Learn about bias, variance and total error relationship to model complexity and overfitting/underfitting.
Bias-variance trade-off is an important concept that everyone in the machine/deep learning field should know. Regardless of which application area you plan to apply your models to, these concepts will help you take steps to potentially address why your model is not performing well on your training or testing set.
Bias variance trade-off will help us understand the concepts of models over-fitting and under-fitting to training data. We will be able to tell whether our model will be able to reduce the error beyond a particular value or not.
Before starting with the concepts of bias and variance, we will look at ML/DL models as a means to estimate an underlying function.
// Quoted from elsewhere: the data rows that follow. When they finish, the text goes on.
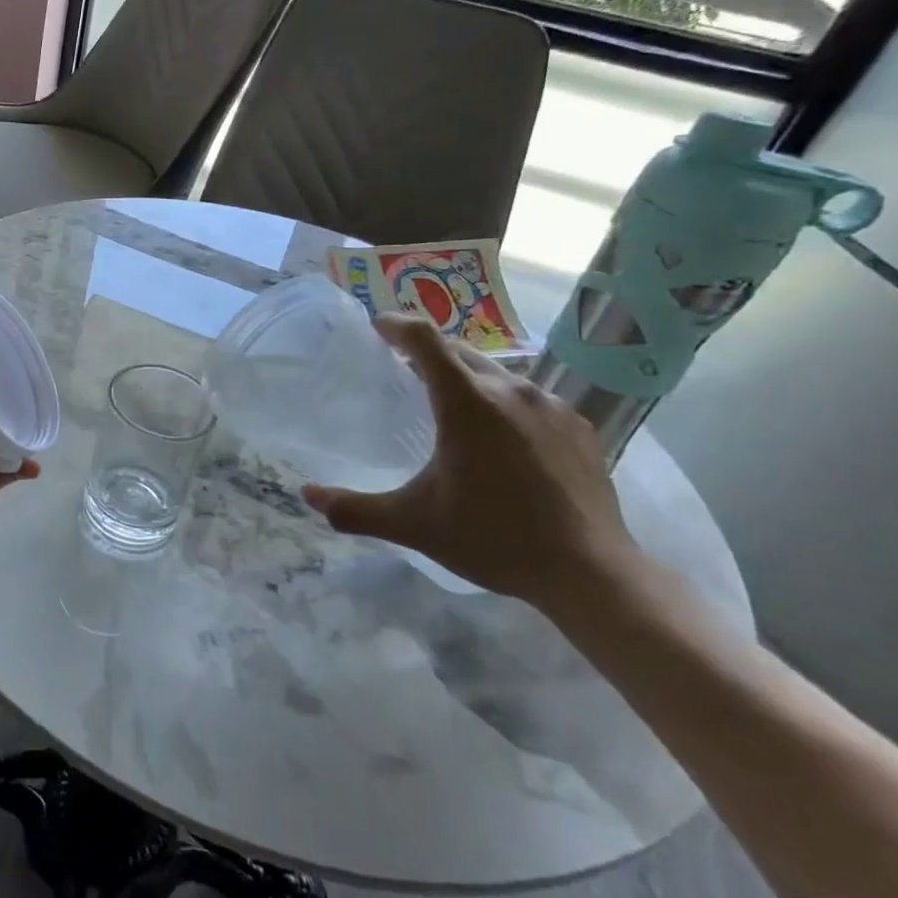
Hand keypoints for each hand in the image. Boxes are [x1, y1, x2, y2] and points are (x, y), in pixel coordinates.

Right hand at [302, 314, 640, 612]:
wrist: (591, 572)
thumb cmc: (492, 538)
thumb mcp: (414, 524)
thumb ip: (355, 509)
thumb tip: (307, 496)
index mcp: (466, 402)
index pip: (425, 340)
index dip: (397, 325)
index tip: (377, 324)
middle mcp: (510, 390)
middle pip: (460, 351)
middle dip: (427, 352)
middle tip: (402, 366)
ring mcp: (551, 406)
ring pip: (497, 374)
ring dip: (467, 378)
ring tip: (450, 404)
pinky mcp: (578, 426)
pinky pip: (530, 399)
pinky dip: (504, 404)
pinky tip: (502, 438)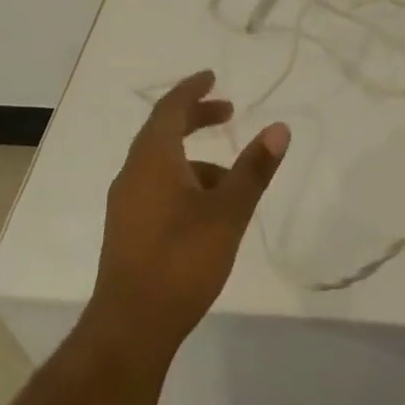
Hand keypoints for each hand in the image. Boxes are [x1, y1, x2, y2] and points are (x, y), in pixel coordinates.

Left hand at [89, 71, 289, 357]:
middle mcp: (133, 173)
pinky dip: (183, 181)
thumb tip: (279, 128)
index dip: (192, 89)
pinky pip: (156, 186)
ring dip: (194, 157)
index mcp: (153, 159)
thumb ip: (253, 169)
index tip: (212, 76)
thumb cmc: (182, 260)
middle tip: (228, 112)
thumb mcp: (228, 212)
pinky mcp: (127, 229)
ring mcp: (125, 203)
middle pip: (162, 131)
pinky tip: (207, 212)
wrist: (131, 327)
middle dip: (195, 118)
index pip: (170, 108)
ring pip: (160, 163)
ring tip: (231, 179)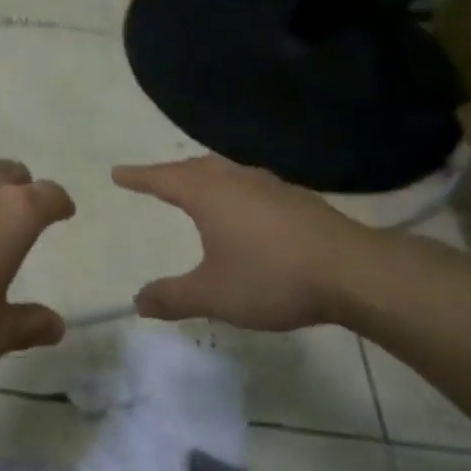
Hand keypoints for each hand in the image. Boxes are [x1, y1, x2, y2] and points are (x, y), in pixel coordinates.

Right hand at [112, 155, 382, 329]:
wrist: (353, 272)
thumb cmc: (271, 278)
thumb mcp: (212, 295)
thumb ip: (172, 297)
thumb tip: (138, 302)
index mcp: (210, 195)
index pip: (164, 179)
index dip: (139, 177)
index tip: (118, 173)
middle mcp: (238, 180)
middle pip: (197, 167)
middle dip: (171, 172)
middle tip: (155, 180)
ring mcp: (272, 187)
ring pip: (228, 173)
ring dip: (206, 178)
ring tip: (197, 190)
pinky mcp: (299, 201)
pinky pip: (253, 186)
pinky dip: (235, 191)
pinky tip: (246, 211)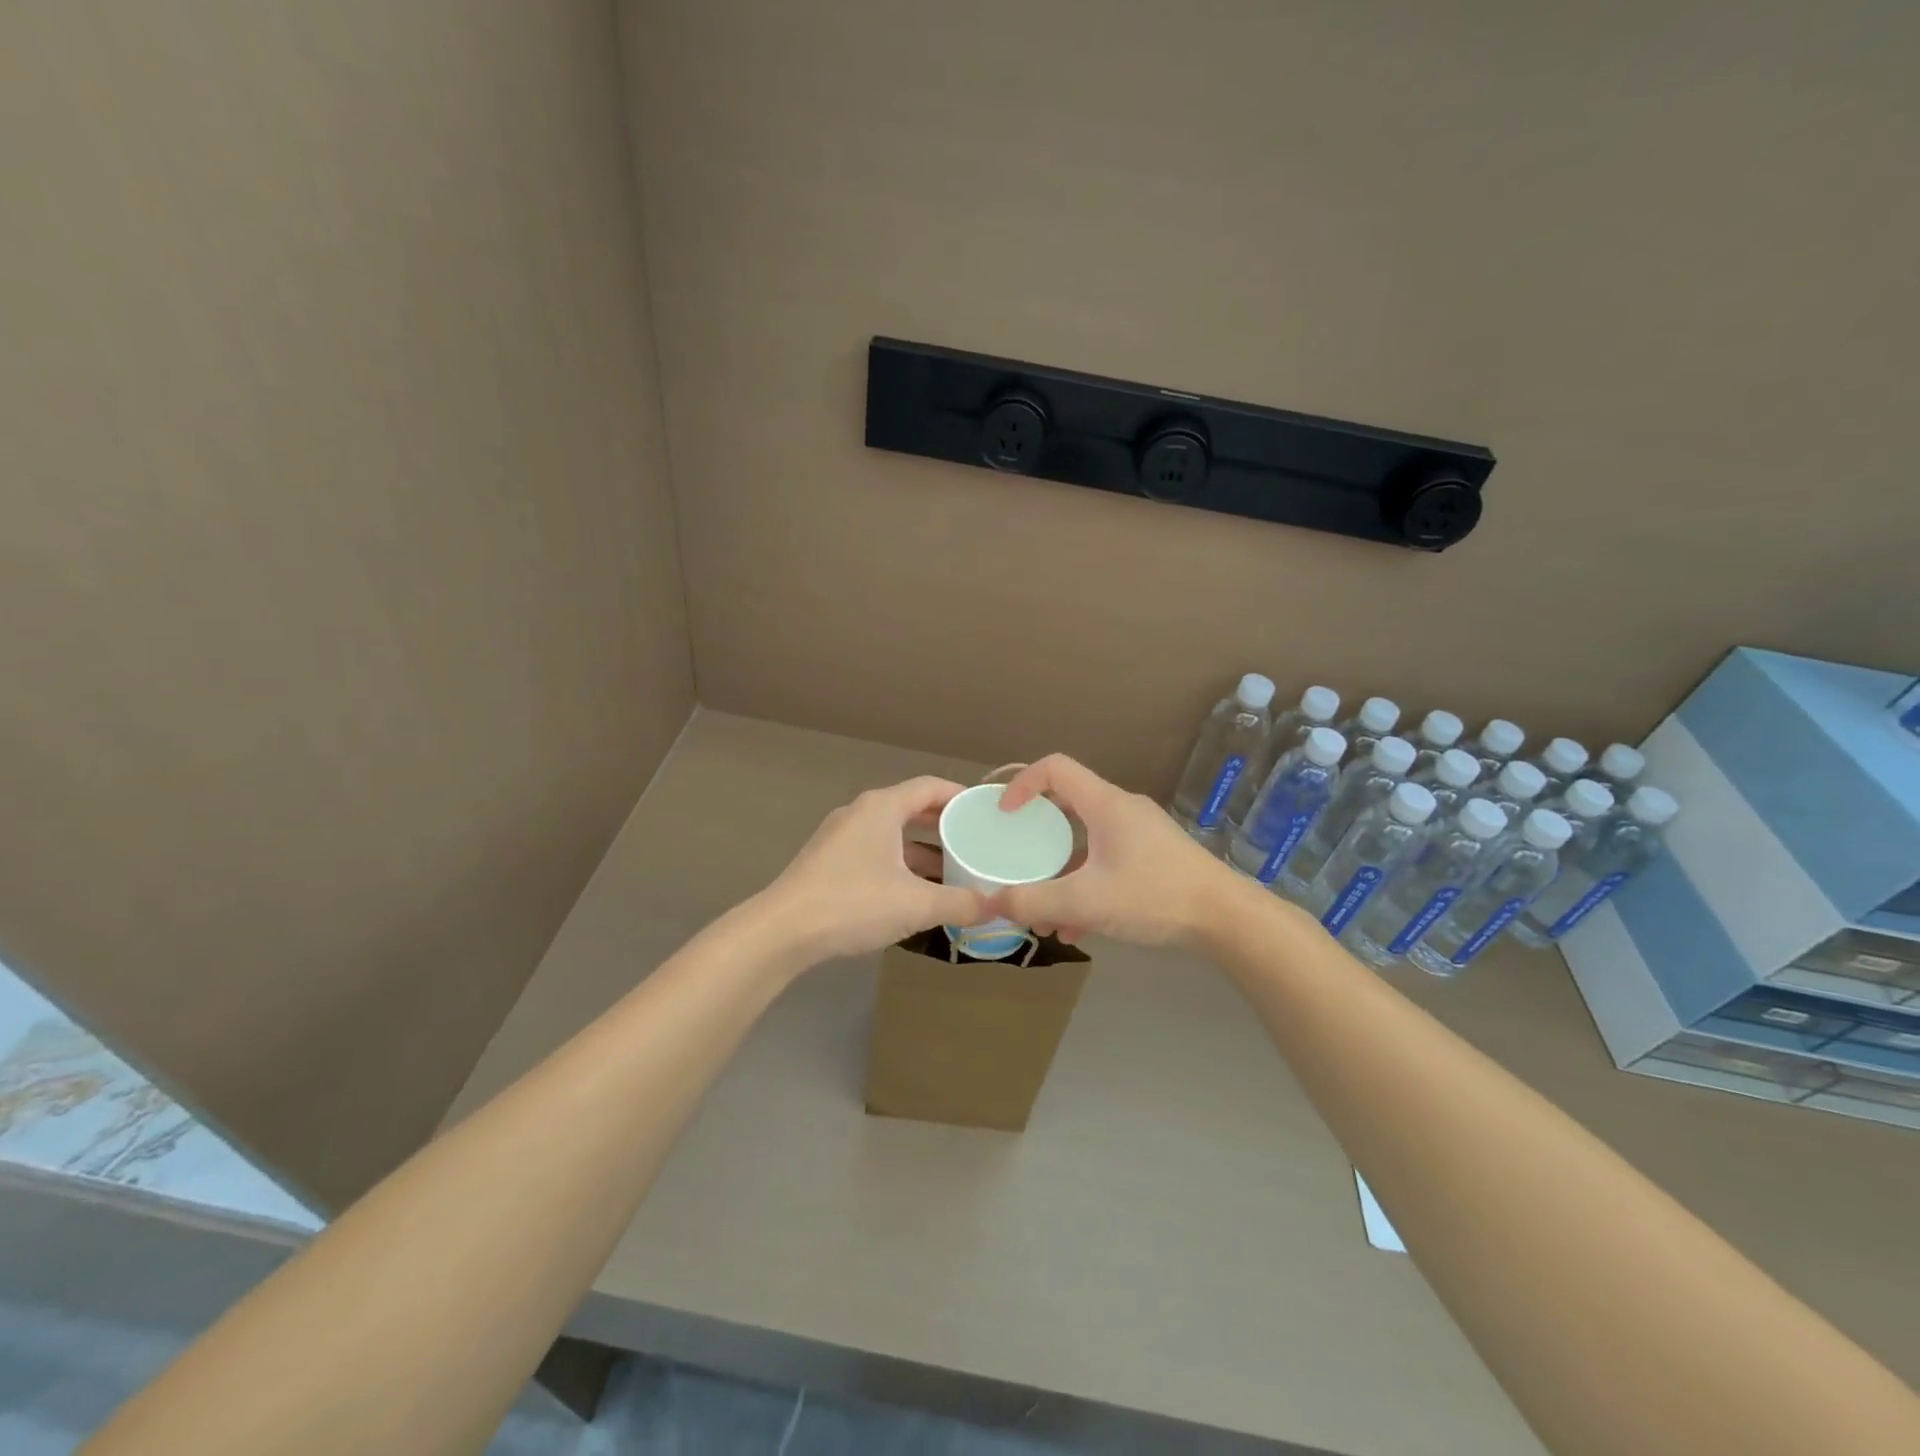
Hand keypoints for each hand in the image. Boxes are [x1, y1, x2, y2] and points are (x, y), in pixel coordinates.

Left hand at [761, 777, 989, 961]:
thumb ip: (959, 903)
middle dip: (944, 825)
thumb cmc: (852, 903)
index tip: (984, 811)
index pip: (930, 786)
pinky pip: (876, 852)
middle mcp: (860, 813)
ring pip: (892, 834)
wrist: (782, 931)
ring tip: (953, 871)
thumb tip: (996, 908)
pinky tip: (915, 892)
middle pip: (911, 808)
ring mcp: (840, 837)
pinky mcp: (829, 862)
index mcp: (881, 808)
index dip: (960, 796)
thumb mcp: (915, 905)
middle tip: (975, 841)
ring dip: (922, 849)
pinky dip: (900, 864)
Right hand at [990, 754, 1231, 946]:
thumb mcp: (1087, 902)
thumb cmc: (1154, 896)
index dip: (1023, 783)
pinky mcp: (1153, 858)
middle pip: (1067, 806)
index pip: (1055, 768)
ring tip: (1044, 915)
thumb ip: (1036, 902)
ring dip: (1060, 873)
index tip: (1005, 816)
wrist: (1226, 919)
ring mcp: (1140, 834)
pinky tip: (1078, 929)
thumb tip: (992, 904)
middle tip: (1017, 860)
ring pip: (1086, 842)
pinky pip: (1106, 861)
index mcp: (1105, 804)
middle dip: (1036, 837)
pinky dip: (1085, 886)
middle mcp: (1122, 810)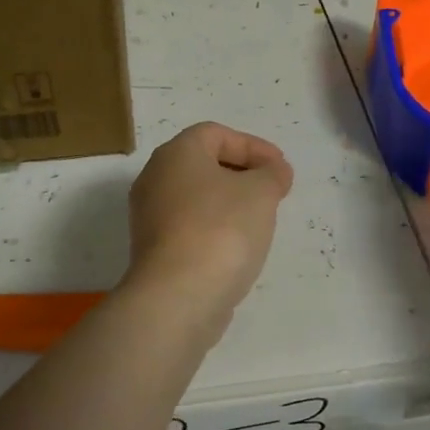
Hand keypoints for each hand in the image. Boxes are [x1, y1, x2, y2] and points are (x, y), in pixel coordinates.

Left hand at [125, 122, 293, 318]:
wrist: (178, 296)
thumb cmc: (221, 229)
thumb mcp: (260, 192)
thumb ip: (272, 174)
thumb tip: (274, 171)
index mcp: (175, 153)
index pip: (215, 134)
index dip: (252, 145)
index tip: (280, 168)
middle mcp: (154, 178)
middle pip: (202, 164)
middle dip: (242, 173)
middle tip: (273, 191)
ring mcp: (149, 216)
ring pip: (195, 197)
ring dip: (229, 202)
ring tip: (260, 219)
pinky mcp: (153, 250)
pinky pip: (189, 226)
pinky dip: (214, 227)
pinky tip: (237, 246)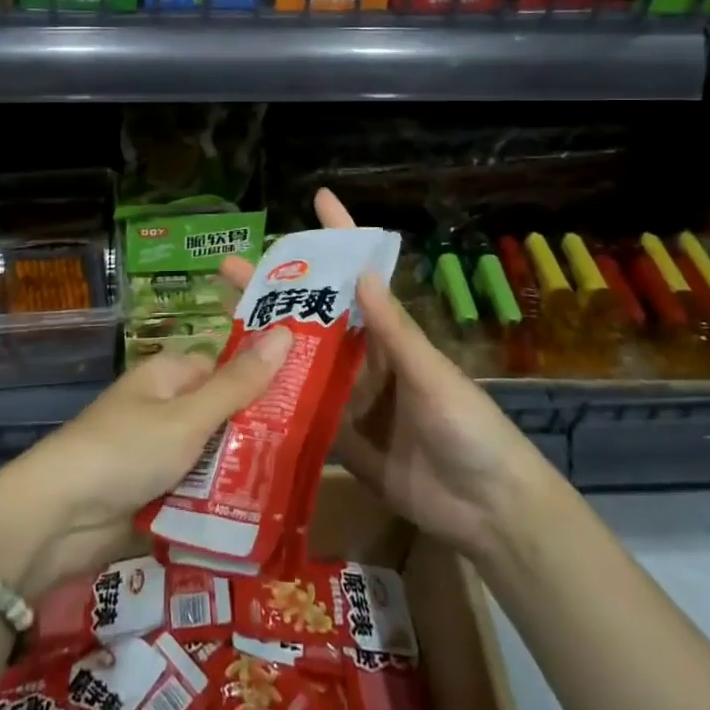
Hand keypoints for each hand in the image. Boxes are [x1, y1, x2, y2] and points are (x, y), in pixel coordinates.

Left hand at [0, 337, 290, 594]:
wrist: (55, 519)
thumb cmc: (124, 451)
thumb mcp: (188, 417)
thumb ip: (239, 384)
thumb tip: (286, 331)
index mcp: (170, 374)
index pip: (227, 368)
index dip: (263, 380)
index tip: (308, 398)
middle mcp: (164, 407)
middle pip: (223, 415)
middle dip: (257, 436)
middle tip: (312, 452)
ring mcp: (157, 452)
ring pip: (213, 457)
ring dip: (240, 473)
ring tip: (296, 488)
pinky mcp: (151, 493)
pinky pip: (196, 491)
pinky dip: (218, 502)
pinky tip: (258, 517)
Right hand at [221, 189, 544, 564]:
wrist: (488, 511)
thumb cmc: (470, 429)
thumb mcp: (433, 376)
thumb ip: (396, 332)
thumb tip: (362, 272)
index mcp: (388, 334)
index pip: (358, 275)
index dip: (340, 237)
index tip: (318, 198)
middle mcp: (363, 358)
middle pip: (313, 315)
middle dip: (274, 289)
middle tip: (228, 268)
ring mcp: (348, 398)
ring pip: (299, 359)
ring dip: (264, 339)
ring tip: (220, 318)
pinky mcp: (338, 438)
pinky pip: (299, 410)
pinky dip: (271, 397)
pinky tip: (236, 386)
The general task in machine learning as well as deep learning is the estimation of the underlying function from the training data. We shall be using the following notation.
- f(x): true function
- f̂(x): estimated function
In classical estimation theory, the data needs to be modelled mathematically based on its characteristics and properties before estimating the actual model parameters. For signal processing, probability density functions (PDFs) are defined based on the unknown parameters of the mathematical model. For example, mean and variance are the parameters for a Gaussian process.
However, the specification of the PDF is a critical component in determining a good estimator. And these PDFs aren’t given to us, but rather need to be chosen which is not only consistent with the problem constraints but also is mathematically tractable or practically solvable in a reasonable amount of time. And every PDF would have a set of underlying assumptions for all the math to be valid. If those set of conditions aren’t met then the estimator won’t behave as intended.
For the DL/ML models, these parameters are the weight and bias matrices. And rather than defining the type of PDFs, we focus on the architecture types, initialization techniques, loss functions etc. based on the problem definition. And we try to find out the best possible values for these matrices based on the training data. We use the gradient descent based optimization techniques for finding the optimal or best function approximating the actual function. [You can read more about it here: Gradient Descent Unraveled]
Searching for optimal estimators usually requires an optimality criterion. For the DL/ML models, this criterion is nothing but the loss function that we use. Several loss functions are available out there. The choice of the function depends on the problem you are trying to solve e.g. classification, regression, segmentation, etc.
However, mean squared error (MSE) is the most natural one and is defined as follows.
MSE of the estimated function is the expectation of the square of the difference of the estimated function from the actual function. I won’t be covering what expectation is because that is beyond the scope of this article. However, if you want to read more about it, I would recommend the following.
MSE measures the average mean squared deviation of the estimator from the true value. It has a nice convex surface i.e. it is curved upwards and has only one optimum. So it is well suited for a wide range of optimization techniques.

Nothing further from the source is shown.